He had a Deaf accent, but not as strong as his parents feared he would, and he could hear most things so long as the room was quiet and the sounds weren’t too high or too low.

He could take calls, understand the lyrics of his favorite songs, he could have conversations in public so long as it wasn’t too crowded and the background noise wasn’t overwhelming. Hell, he could even sometimes make out what someone was shouting across the room.

But it didn’t change the fact that he was Deaf. He’d embraced it like a second skin, and he didn’t want to let go. He liked his language. He liked his people. Silence for him was a comfort. He wasn’t afraid of what was lurking around the corner where he couldn’t hear it.

He was content.

No, more than that. He was happy. And he was tired of giving in to their demands.

‘If this doesn’t involve me,’ he signed, knowing they wouldn’t follow more than a word or two, ‘I’m leaving. I have a kid to see for my mentor program and a bunch of essays to grade. Have fun with the party. See you later.’

‘Wait!’ Alora signed, then made a grab for him.

He spun and quirked a brow at her. ‘What?’

‘Promise me you’ll be at the party. No matter what.” She actually signed a little when she spoke, which made him realize she was actually worried he was going to neglect his niece on her birthday.

He sighed and dropped to a knee beside her chair. “I will be there,” he said slowly, hoping he was moderating his voice audible but not loud enough to startle the newborn. “But stopinviting me to these things.
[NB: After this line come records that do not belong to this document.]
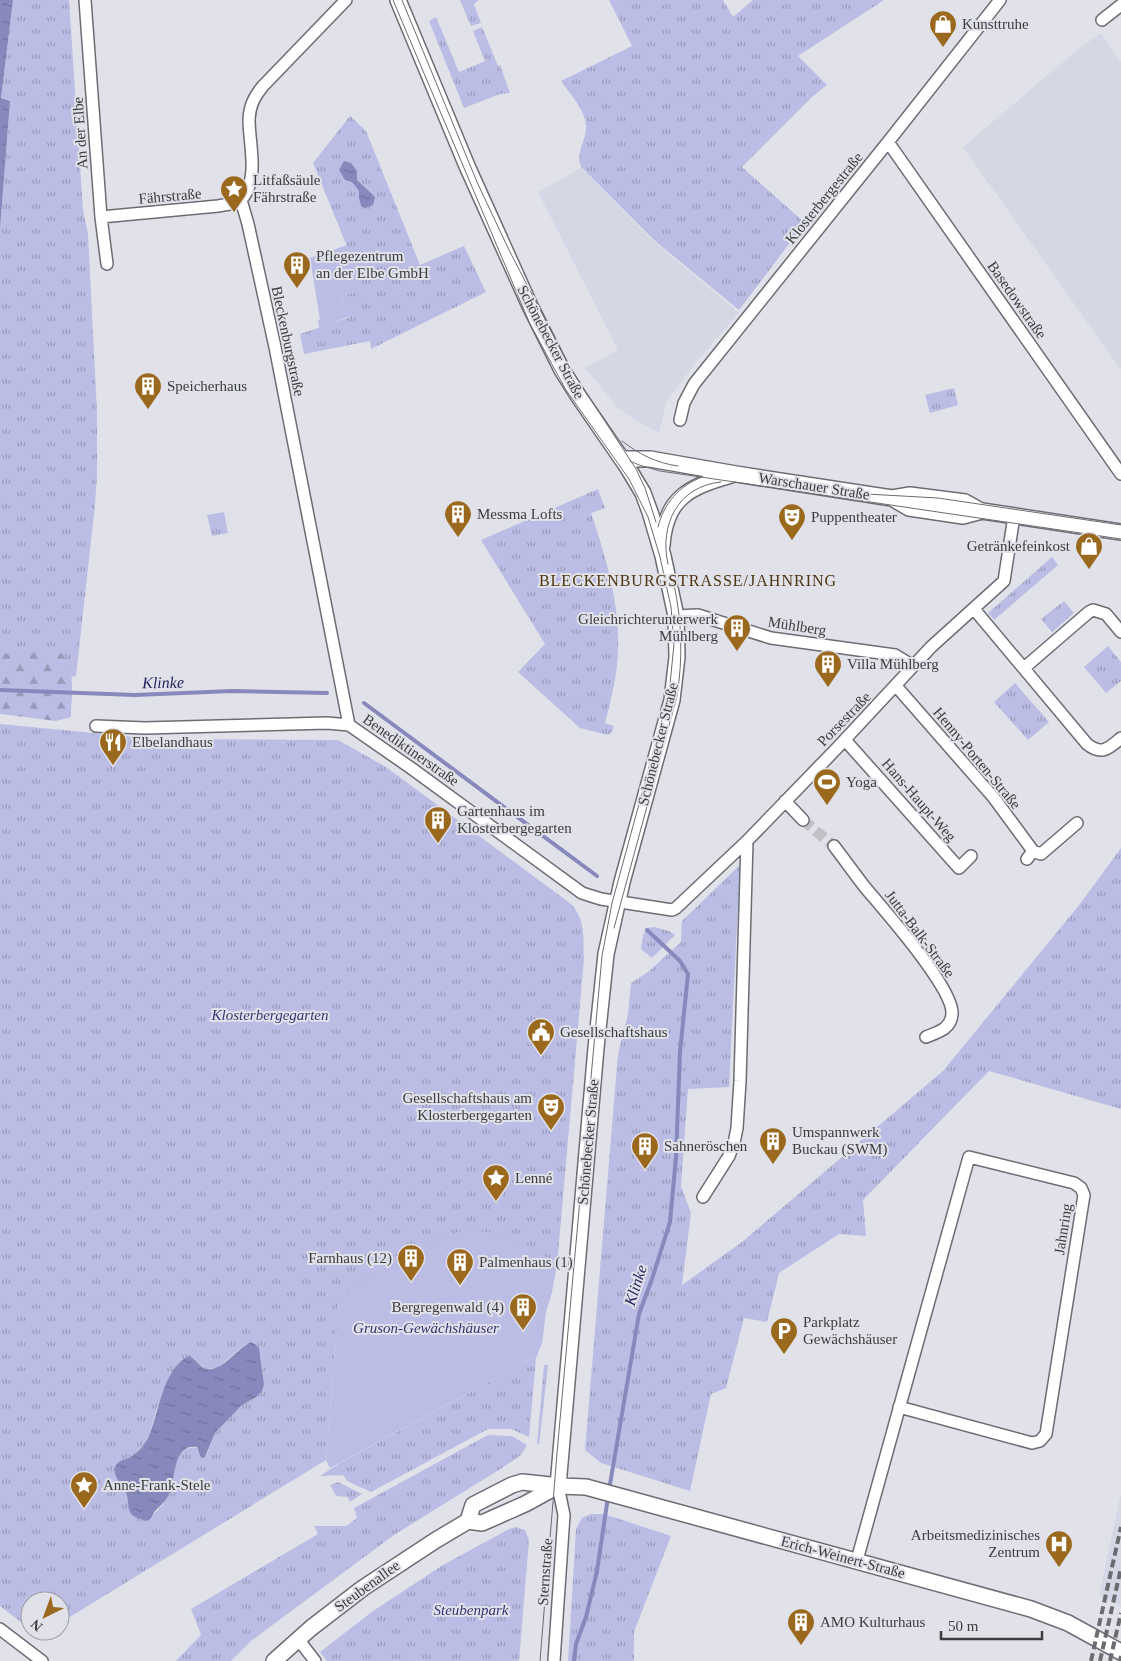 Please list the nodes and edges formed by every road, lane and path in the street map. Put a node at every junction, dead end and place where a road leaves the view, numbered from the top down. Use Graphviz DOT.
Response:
graph roads {
  1 [pos="86,0"];
  2 [pos="346,0"];
  3 [pos="398,0"];
  4 [pos="1000,0"];
  5 [pos="1121,5"];
  6 [pos="1102,20"];
  7 [pos="888,142"];
  8 [pos="240,200"];
  9 [pos="101,217"];
  10 [pos="107,264"];
  11 [pos="680,420"];
  12 [pos="623,459"];
  13 [pos="736,474"];
  14 [pos="1121,474"];
  15 [pos="1014,516"];
  16 [pos="1121,532"];
  17 [pos="662,553"];
  18 [pos="974,608"];
  19 [pos="676,616"];
  20 [pos="1121,632"];
  21 [pos="913,666"];
  22 [pos="1024,668"];
  23 [pos="896,686"];
  24 [pos="349,725"];
  25 [pos="96,726"];
  26 [pos="1121,738"];
  27 [pos="845,740"];
  28 [pos="785,801"];
  29 [pos="803,820"];
  30 [pos="1077,823"];
  31 [pos="747,841"];
  32 [pos="834,846"];
  33 [pos="971,856"];
  34 [pos="617,902"];
  35 [pos="926,1036"];
  36 [pos="703,1197"];
  37 [pos="900,1407"];
  38 [pos="558,1486"];
  39 [pos="468,1521"];
  40 [pos="858,1560"];
  41 [pos="0,1629"];
  42 [pos="298,1640"];
  43 [pos="1121,1652"];
  44 [pos="42,1661"];
  45 [pos="274,1661"];
  46 [pos="315,1661"];
  47 [pos="554,1661"];
  1 -- 9 [label="street, An der Elbe"];
  2 -- 8 [label="street"];
  3 -- 12 [label="main road, Schönebecker Straße"];
  4 -- 7 [label="street, Klosterbergestraße"];
  5 -- 6 [label="street"];
  7 -- 11 [label="street, Klosterbergestraße"];
  7 -- 14 [label="street, Basedowstraße"];
  8 -- 9 [label="street, Fährstraße"];
  8 -- 24 [label="street, Bleckenburgstraße"];
  9 -- 10 [label="street, An der Elbe"];
  12 -- 13 [label="main road, Warschauer Straße"];
  12 -- 17 [label="main road, Schönebecker Straße"];
  13 -- 15 [label="main road, Warschauer Straße"];
  13 -- 17 [label="main road, Warschauer Straße"];
  15 -- 16 [label="main road, Warschauer Straße"];
  15 -- 18 [label="street, Porsestraße"];
  17 -- 19 [label="main road, Schönebecker Straße"];
  18 -- 21 [label="street, Porsestraße"];
  18 -- 22 [label="street"];
  19 -- 21 [label="street, Mühlberg"];
  19 -- 34 [label="main road, Schönebecker Straße"];
  20 -- 22 [label="street"];
  21 -- 23 [label="street, Porsestraße"];
  22 -- 26 [label="street"];
  23 -- 27 [label="street, Porsestraße"];
  23 -- 30 [label="street, Henny-Porten-Straße"];
  24 -- 25 [label="street, Benediktinerstraße"];
  24 -- 34 [label="street, Benediktinerstraße"];
  27 -- 28 [label="street, Porsestraße"];
  27 -- 33 [label="street, Hans-Haupt-Weg"];
  28 -- 29 [label="street"];
  28 -- 31 [label="street, Porsestraße"];
  31 -- 34 [label="street, Porsestraße"];
  31 -- 36 [label="street"];
  32 -- 35 [label="street, Jutta-Balk-Straße"];
  34 -- 38 [label="main road, Schönebecker Straße"];
  37 -- 37 [label="street, Jahnring"];
  37 -- 40 [label="street, Jahnring"];
  38 -- 39 [label="main road, Steubenallee"];
  38 -- 39 [label="main road, Steubenallee"];
  38 -- 40 [label="main road, Erich-Weinert-Straße"];
  38 -- 47 [label="street, Sternstraße"];
  39 -- 42 [label="main road, Steubenallee"];
  40 -- 43 [label="main road, Erich-Weinert-Straße"];
  41 -- 44 [label="street"];
  42 -- 45 [label="main road, Steubenallee"];
  42 -- 46 [label="street"];
}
None of you will learn sign, and I’m Deaf. Learn or leave me out of it.”

“Oz,” he saw her say aloud.

He shook his head and rose, heading for the door. He was a thousand percent sure his mom and sister were calling after him, but he could easily ignore what he couldn’t hear, and he had a smile on his face as he made it to his car.

It didn’t last. The ache in his chest grew to the size of a goddamn meteor as he headed down the street. He’d grown up knowing he was both different and part of the very average statistic of Deaf kids born to hearing parents. He’d learned the statistics in his first Deaf studies class in college.

His family was amongst the over seventy percent who never learned sign for their Deaf child. He was one of too fucking many, and it was exhausting.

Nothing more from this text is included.